The deep exploration oil drilling activity in Oman has greatly increased since 1994, with two continuous strings of deep rig drilling activity in 1995 and 1996. In 1996 the total investment in drilling and completing deep (TVD greater than 3500m) exploration oil wells was approximately US$ 40 million. This paper will discuss this activity, considering the learning value in terms of drilling efficiency from the early wells and how this learning process has led to initiatives to reduce costs in the recent wells. The implementation of these initiatives has been successful and average well costs have been reduced by approximately 20% since 1994.
In addition technology trials to increase the well productivity have been implemented in 1996, the success of these different trials in this deep well environment will also be discussed. A step-wise approach to well cost reduction, uncertainty and risk management and productivity improvement has been undertaken so PDO will have the knowledge and confidence to plan a possible full scale development of these reserves. The high level activity is planned to continue in 1997 with continuing exploration, appraisal and development drilling programs, complete with further technology trials to achieve increased well productivity.
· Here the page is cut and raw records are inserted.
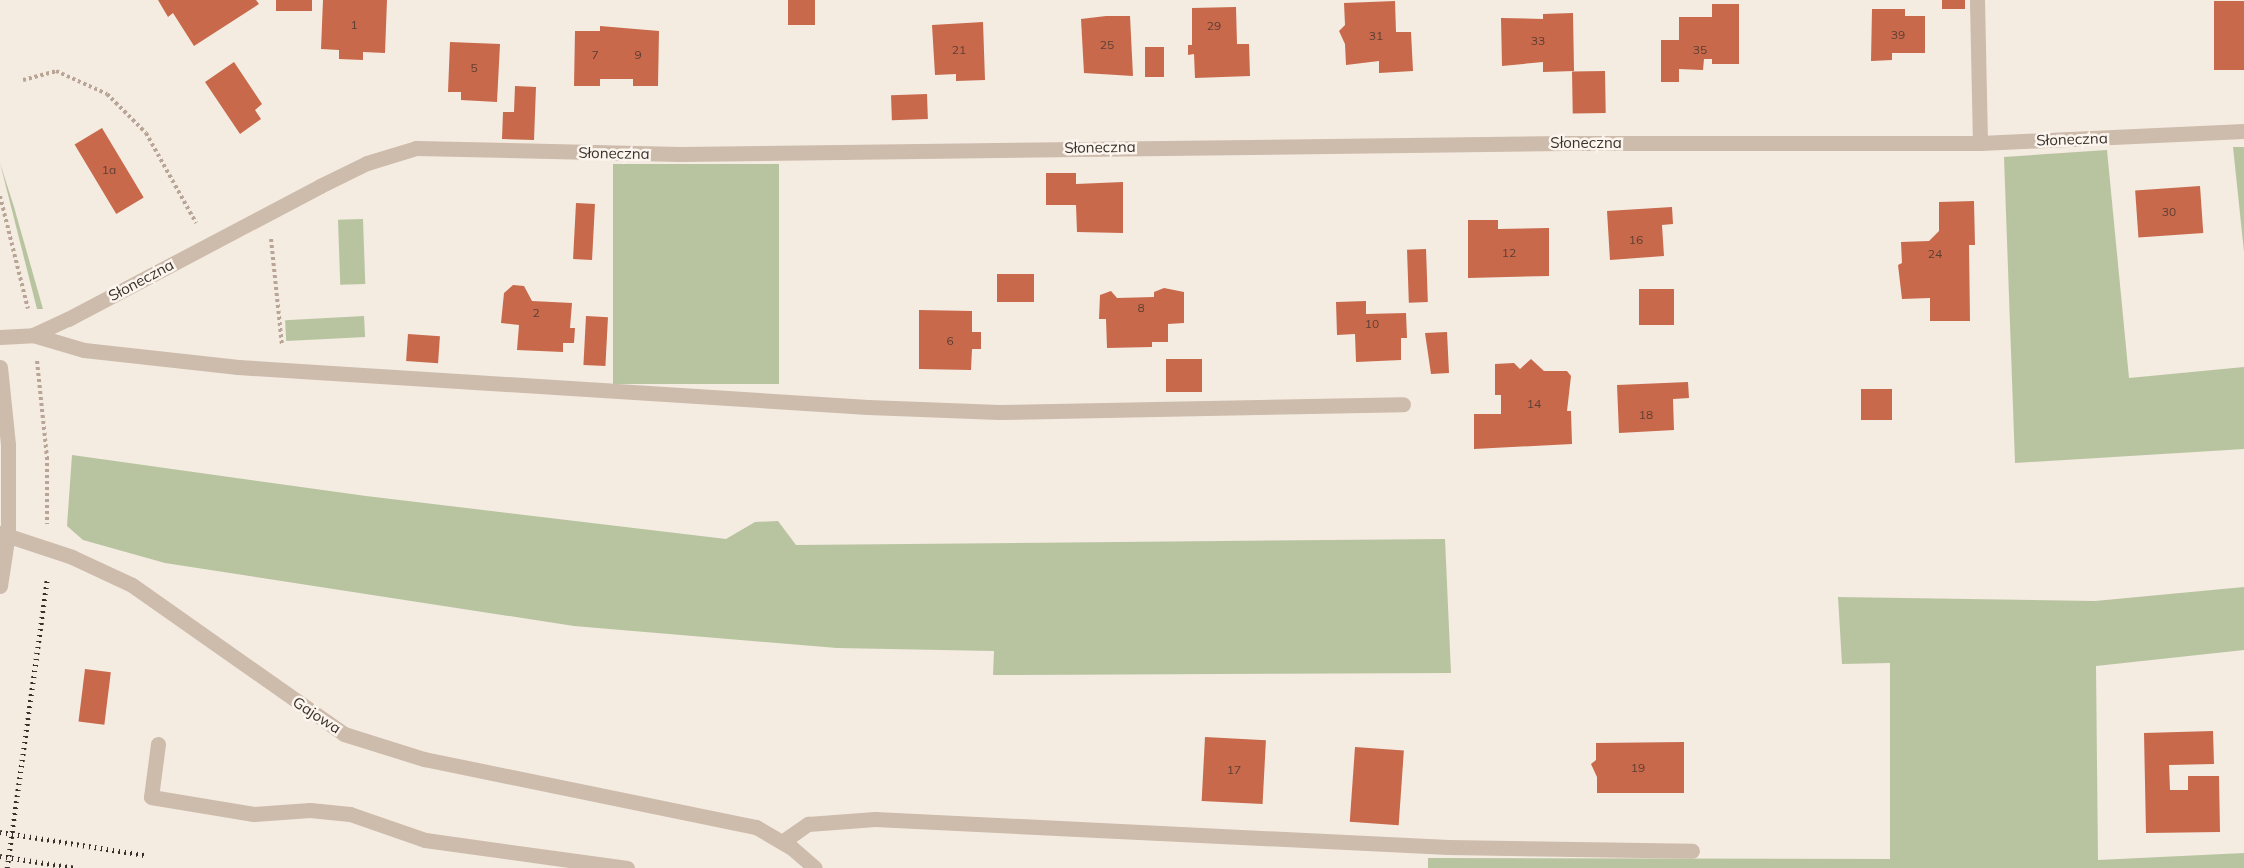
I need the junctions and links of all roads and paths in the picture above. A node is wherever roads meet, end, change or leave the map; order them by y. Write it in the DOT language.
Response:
graph roads {
  1 [pos="1977,0"];
  2 [pos="23,80"];
  3 [pos="2244,131"];
  4 [pos="1980,143"];
  5 [pos="0,196"];
  6 [pos="268,212"];
  7 [pos="207,245"];
  8 [pos="27,308"];
  9 [pos="33,335"];
  10 [pos="0,337"];
  11 [pos="36,352"];
  12 [pos="0,367"];
  13 [pos="285,370"];
  14 [pos="1403,404"];
  15 [pos="4,533"];
  16 [pos="47,547"];
  17 [pos="0,586"];
  18 [pos="158,744"];
  19 [pos="782,842"];
  20 [pos="1692,851"];
  21 [pos="627,868"];
  22 [pos="815,868"];
  1 -- 4 [label="street"];
  2 -- 7 [label="path"];
  3 -- 4 [label="street, Słoneczna"];
  4 -- 6 [label="street, Słoneczna"];
  5 -- 8 [label="path"];
  6 -- 7 [label="street, Słoneczna"];
  6 -- 13 [label="path"];
  7 -- 9 [label="street, Słoneczna"];
  9 -- 10 [label="street, Słoneczna"];
  9 -- 13 [label="street"];
  11 -- 16 [label="path"];
  12 -- 15 [label="street"];
  13 -- 14 [label="street"];
  15 -- 16 [label="street, Gajowa"];
  15 -- 17 [label="street"];
  16 -- 19 [label="street, Gajowa"];
  18 -- 21 [label="street"];
  19 -- 20 [label="street"];
  19 -- 22 [label="street, Gajowa"];
}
Petroleum Development Oman (PDO) discovered the potential for hydrocarbon reserves in the deep, hard rock, silicilyte reservoir in 1989 in the discovery well Al Noor-1. The well was production tested and on the basis of the results a follow-up well, Al Noor-2 was drilled and completed in 1992. Since this time two further exploration wells have been drilled in the same prospect and seven wells drilled in other exploration prospects in South Oman (two with anticipated surface pressures greater than 10,000 psi).
The prospects are located in the South Oman Salt Basin, they are encased on the top and the sides by a thick sealing salt package and sits on a thick shale package. The reservoir is an infra-Cambrian Athel silicilyte hard rock that mainly consists of micro-crystalline silica with salt cementing the pore spaces. The reservoir, containing light 48 degree API oil (about 5.5 kPa/m gradient), is penetrated at a depth of about 4,000m TD. The reservoir has a very low permeability and due to its stratigraphic encasement in salt and shale is nearly geostatically pressurized; initial reservoir pressure gradients were measured to be about 19.8 kPa/m with concentrations of H2S and CO2 of some 1.5 mol% and 3.0 mol% respectively at a gas/oil ratio of approximately 300. The average thermal temperature gradient is ca. 1.9 deg 1100m, giving a BHST of 100 deg C at 4,000m. In summary the wells can be classed as high pressure with a low thermal gradient but with high partial pressures of H2S and CO2.
The exploration success in the first two wells and the recognition of the large upside potential of the play led PDO to pursue an aggressive campaign. The exploration challenge for the 1995 and 1996 program was defined such that rig resources (10,000 psi and 15,000 psi) were balanced to evaluate the potential of the Athel play, both in and away from the greater Al Noor area, in the most cost-effective manner.
However, the combination of harsh operating conditions (4 to 5 km depth, severe overpressures, sour crude), reservoir and structural uncertainties (multiple pressure regimes, poor seismic response) must be overcome. The initial results were very positive but highlighted the significant technological challenges to be overcome if the full potential is to be realized. A second discovery in 1995 proved that Al Noor was not unique, the flow rates on the production test highlighted well productivity as a critical issue. Additionally, the penetration of alternating carbonate / anhydrite and siltstone / claystone sequences in two outstep wells, drilled on structures with a seismic response analogous to Al Noor, indicated the extent of the geophysical challenge.